Caro Castro,
Não sei se é o caso de se estabelecer a assimetria como vantajosa em relação ao seu oposto. Particularmente também prefiro formas assimétricas, mas não podemos esquecer, fazendo um paralelo suspeito com a pintura, que muita coisa boa e original foi feita com a simetria. A arte do renascimento, as esculturas arcaicas gregas, a arte árabe e, no nosso caso, as arvores do estilo ereto formal, são exemplos notáveis de como a simetria pode parecer “natural”.
Você escreveu “desequilíbrio/assimetria”. Deu para entender, mas, entretanto, são estes conceitos diferentes. Desequilíbrio é quando algo está na eminência de sair determinado lugar. Algo que parece instável no local em que se encontra.... o “desequilíbrio” me parece sim tem um sentido de erro. O exemplo montado pelo Sergivaldo é um belo exemplo disso – a árvore era mais simétrica mas aquele galho estava desequilibrado, querendo sair dali. No projeto alterado, mais assimétrico ficou muito mais estável e equilibrado. Não há ambigüidade.
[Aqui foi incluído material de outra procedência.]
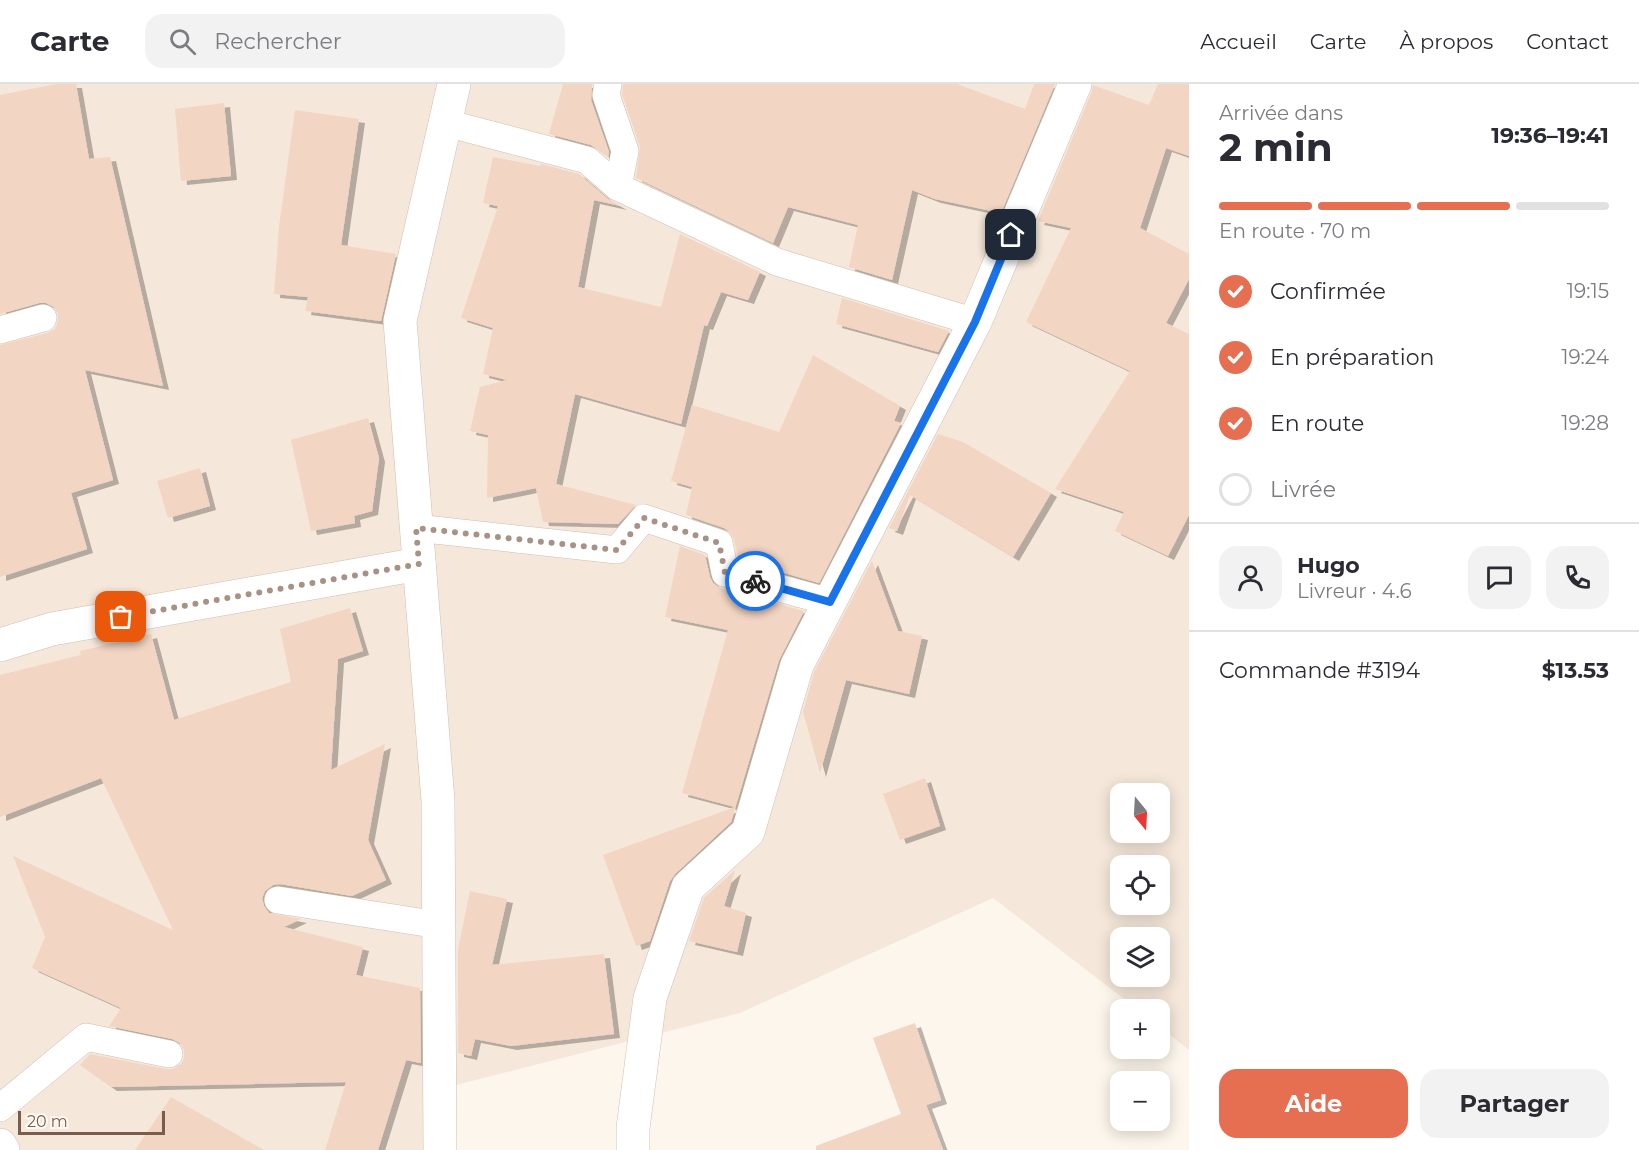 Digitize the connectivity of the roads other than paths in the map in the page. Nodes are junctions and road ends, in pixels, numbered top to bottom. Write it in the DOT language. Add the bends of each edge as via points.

O assunto é relevante e merece uma desdobrada pois se aplica as nossas árvores. Rudolf Harnhein, um teórico da percepção, dá um exemplo bacana.
Ele observa que a figura A é bem equilibrada, que há bastante vida na combinação de quadrados e retângulos de diversas proporções. Tudo permanece em seu lugar, nada está procurando mudar. Não figura B, por outro lado, aparentemente mais simétrica, as diferenças de proporção são tão pequenas que ficamos vacilantes de contemplar a simetria ou assimetria, a igualdade ou desigualdade, quadrado ou retângulo. A figura é ambígua. Claro ele faz a ressalva que pode ser este justamente o efeito que o arista pretende, mas estes são casos raros e na maioria das vezes procuramos evitar tal ambigüidade.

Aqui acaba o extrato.